Tak sampai disitu kata Teten, KemenKopUKM siap memberikan data pendukung dan berkoordinasi intensif dengan tim independen. Sehingga perlindungan keluarga korban di kementerian dipastikan terjamin dan tidak ada intimidasi apapun.
“Penyelesaiannya di Tim Independen jadi bukan lagi dari internal KemenKopUKM. Kami akan menggunakan momentum ini untuk pembenahan internal kementerian, supaya kami memiliki SOP untuk menangani tindak kekerasan seksual,” ucapnya.
Dalam kesempatan yang sama, Aktivis Perempuan Ririn Sefsani menekankan, tahapan hukum akan terus dilakukan sehingga para pelaku mendapatkan hukum yang setimpal, serta bagi korban mendapat perlindungan dan keadilan dalam pemenuhan hak-haknya.
“Kami menyambut baik MenKopUKM responsif setelah aduan kami. Berita baik lagi, KemenKopUKM membuat langkah cepat penyelesaian kasus dengan membentuk tim independen. Jika ini sesuai dengan waktu yang diberikan dan memiliki hasil yang baik, KemenKopUKM ini akan menjadi role model penanganan kekerasan seksual,” ucapnya.

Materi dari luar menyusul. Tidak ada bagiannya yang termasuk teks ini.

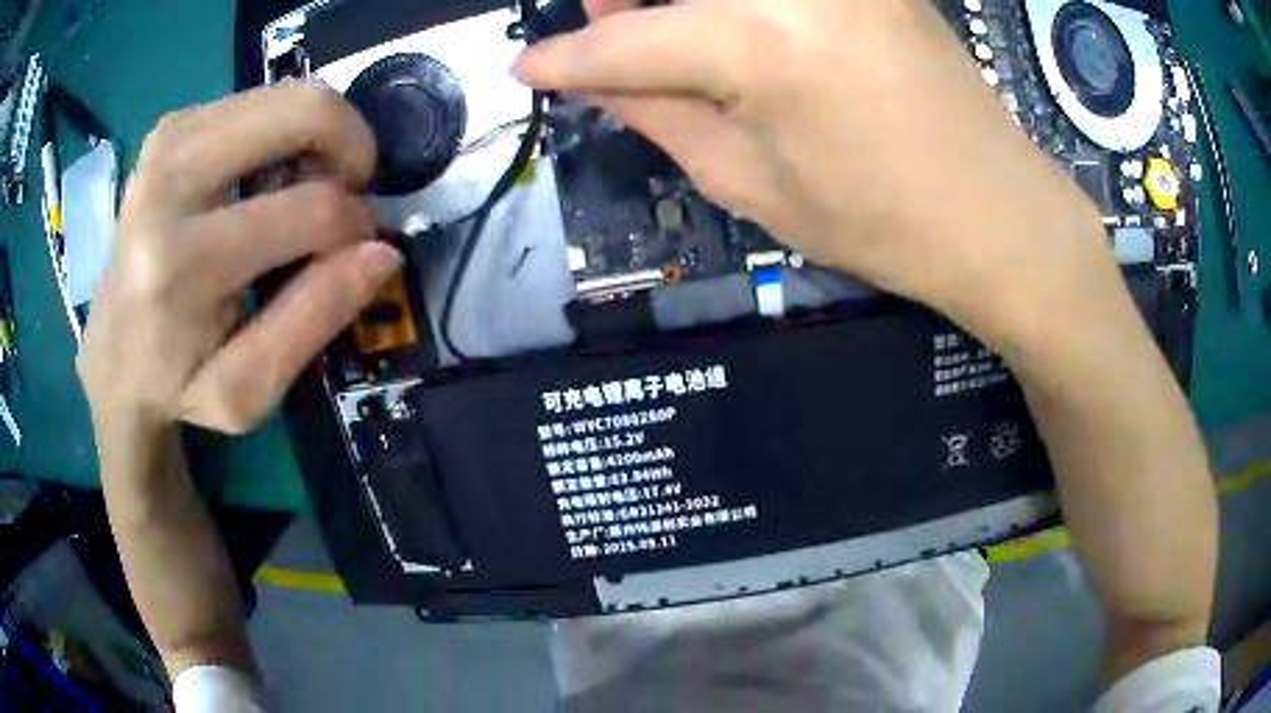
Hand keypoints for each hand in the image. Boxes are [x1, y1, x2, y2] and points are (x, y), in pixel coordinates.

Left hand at [78, 83, 401, 435]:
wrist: (111, 353)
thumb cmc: (177, 381)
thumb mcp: (246, 391)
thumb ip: (313, 321)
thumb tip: (382, 252)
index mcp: (180, 264)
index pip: (308, 211)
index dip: (355, 225)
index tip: (358, 249)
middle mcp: (168, 181)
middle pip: (301, 111)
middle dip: (349, 144)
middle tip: (344, 191)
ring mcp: (166, 142)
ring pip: (285, 94)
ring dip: (317, 136)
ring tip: (301, 188)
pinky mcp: (169, 128)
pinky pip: (256, 100)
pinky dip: (282, 130)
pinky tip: (265, 176)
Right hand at [516, 0, 1120, 350]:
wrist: (999, 213)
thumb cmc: (882, 224)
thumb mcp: (752, 185)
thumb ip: (660, 112)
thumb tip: (596, 74)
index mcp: (761, 44)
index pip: (630, 40)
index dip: (569, 59)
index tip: (526, 67)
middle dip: (618, 0)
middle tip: (591, 15)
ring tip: (644, 17)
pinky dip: (732, 1)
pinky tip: (719, 17)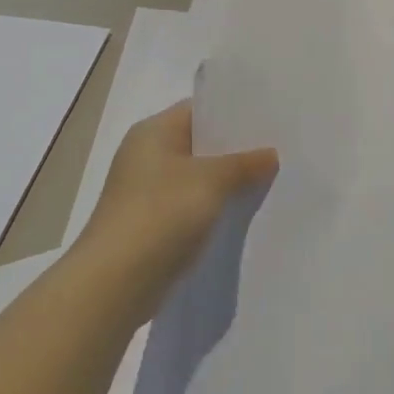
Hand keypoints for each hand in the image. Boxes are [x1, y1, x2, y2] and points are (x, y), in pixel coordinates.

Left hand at [77, 100, 277, 320]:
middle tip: (278, 147)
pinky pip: (192, 205)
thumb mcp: (211, 181)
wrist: (114, 283)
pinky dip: (215, 206)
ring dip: (227, 180)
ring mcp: (147, 191)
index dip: (234, 112)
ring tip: (270, 178)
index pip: (199, 110)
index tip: (270, 117)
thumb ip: (244, 163)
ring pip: (198, 177)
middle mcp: (146, 155)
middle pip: (200, 143)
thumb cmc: (161, 214)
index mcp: (153, 132)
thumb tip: (270, 154)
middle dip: (236, 148)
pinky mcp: (152, 223)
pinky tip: (244, 211)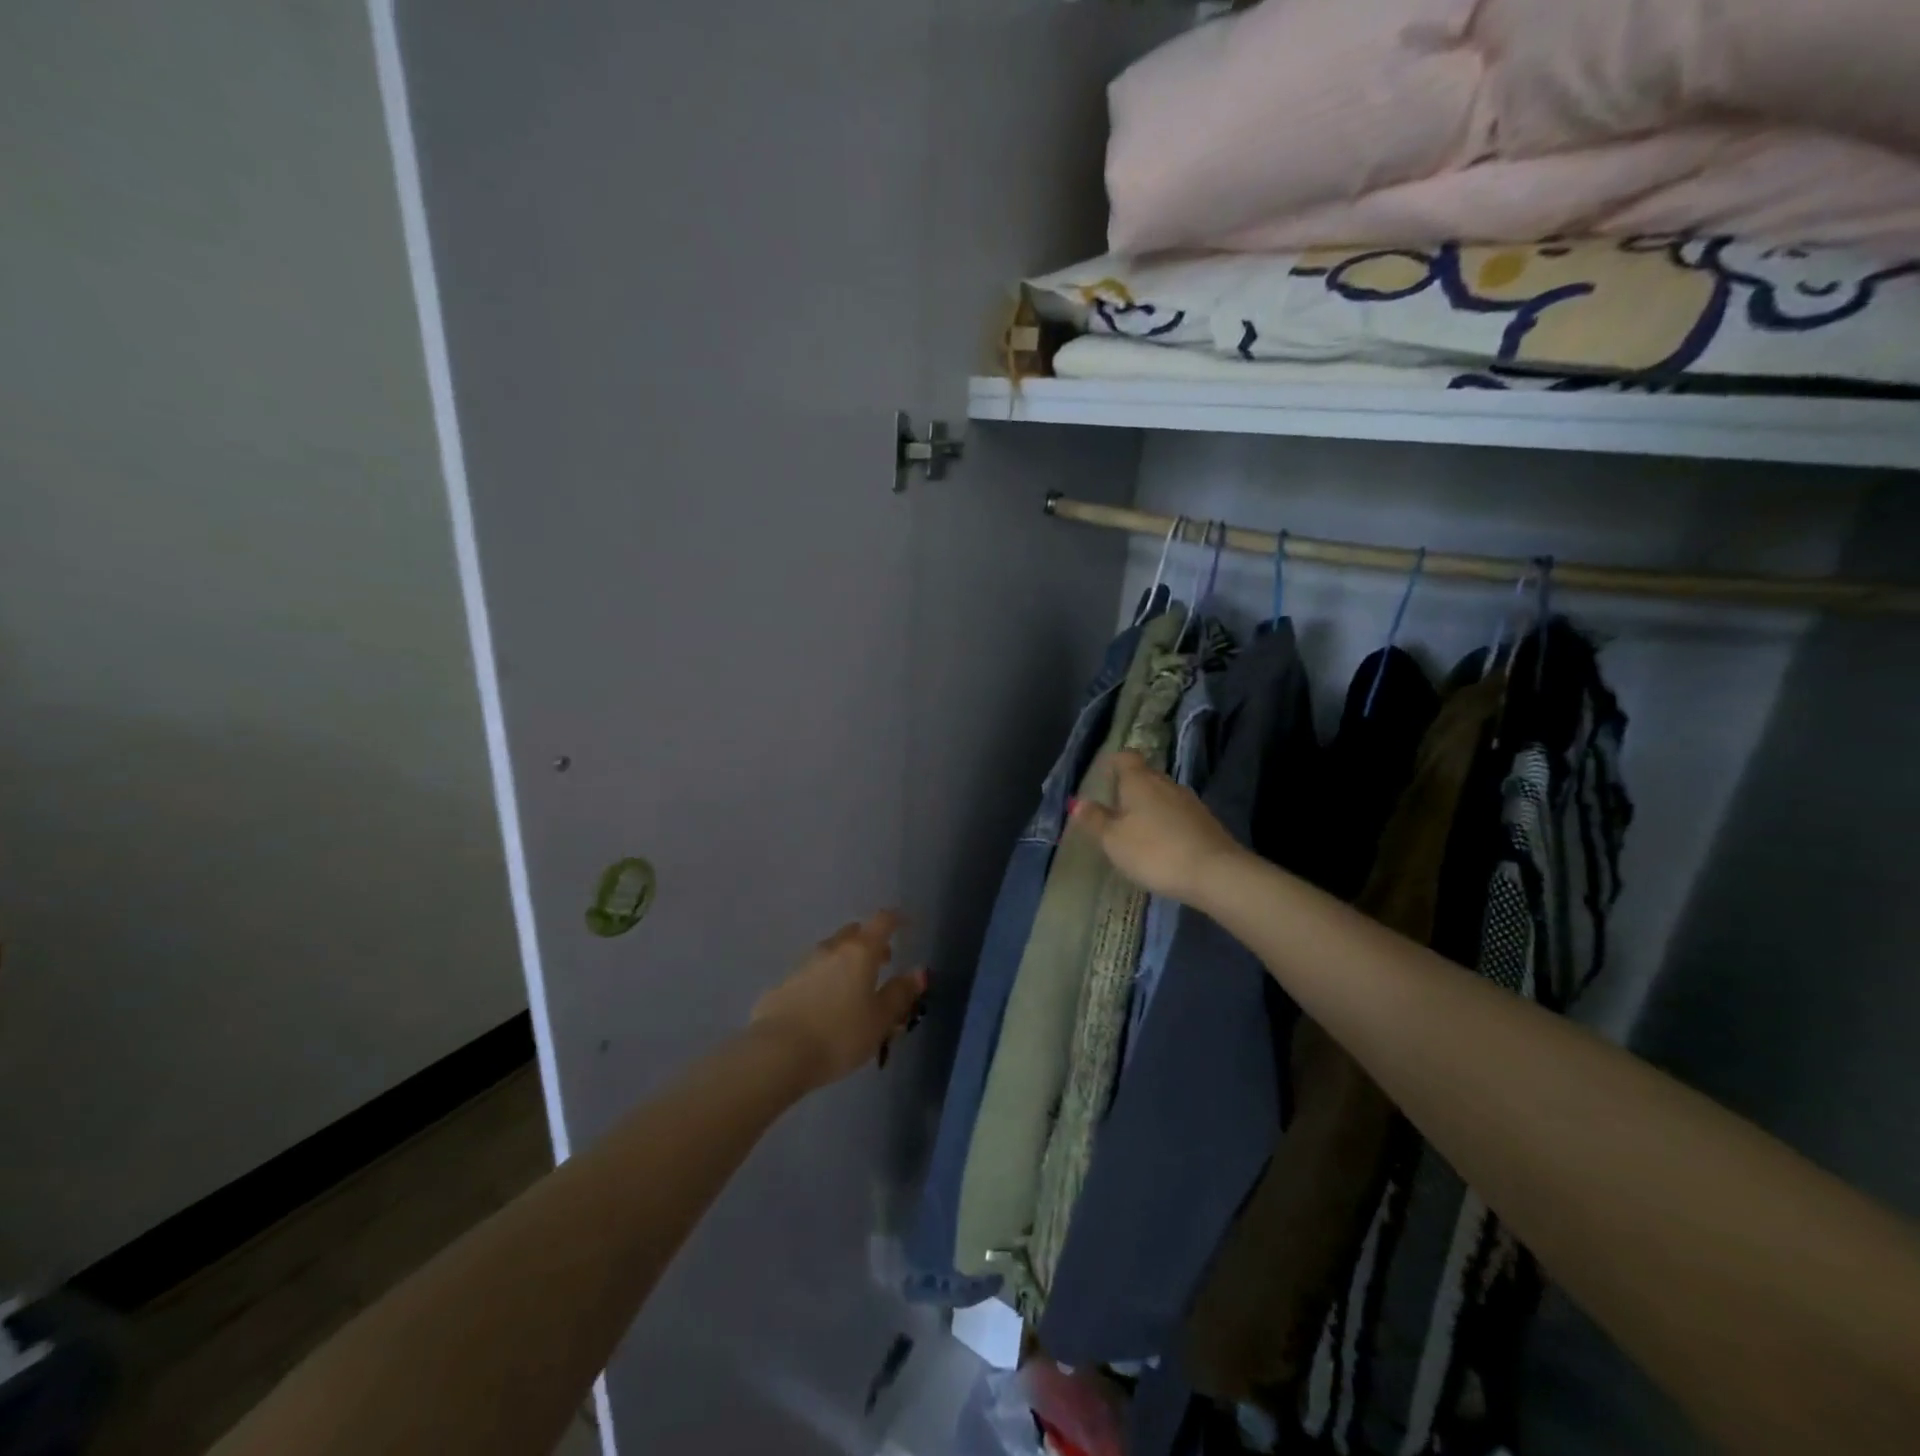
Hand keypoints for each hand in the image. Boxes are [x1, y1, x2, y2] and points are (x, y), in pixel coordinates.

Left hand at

Ririn menambahkan, adanya Undang-Undang (UU) Tindak Pidana Kekerasan Seksual (TPKS) yang telah disahkan menjadi payung hukum yang baik, sehingga hak korban mendapatkan jaminan perlindungan.
“Kami juga akan berkoordinasi dengan LPSK dan pihak kepolisian dalam penyelesaian kasus. Sanksi yang ada saat ini belum memenuhi etik dan ini menjadi tugas tim untuk melengkapi dokumen dan berikan sanksi sesuai kejahatan pelaku,” katanya.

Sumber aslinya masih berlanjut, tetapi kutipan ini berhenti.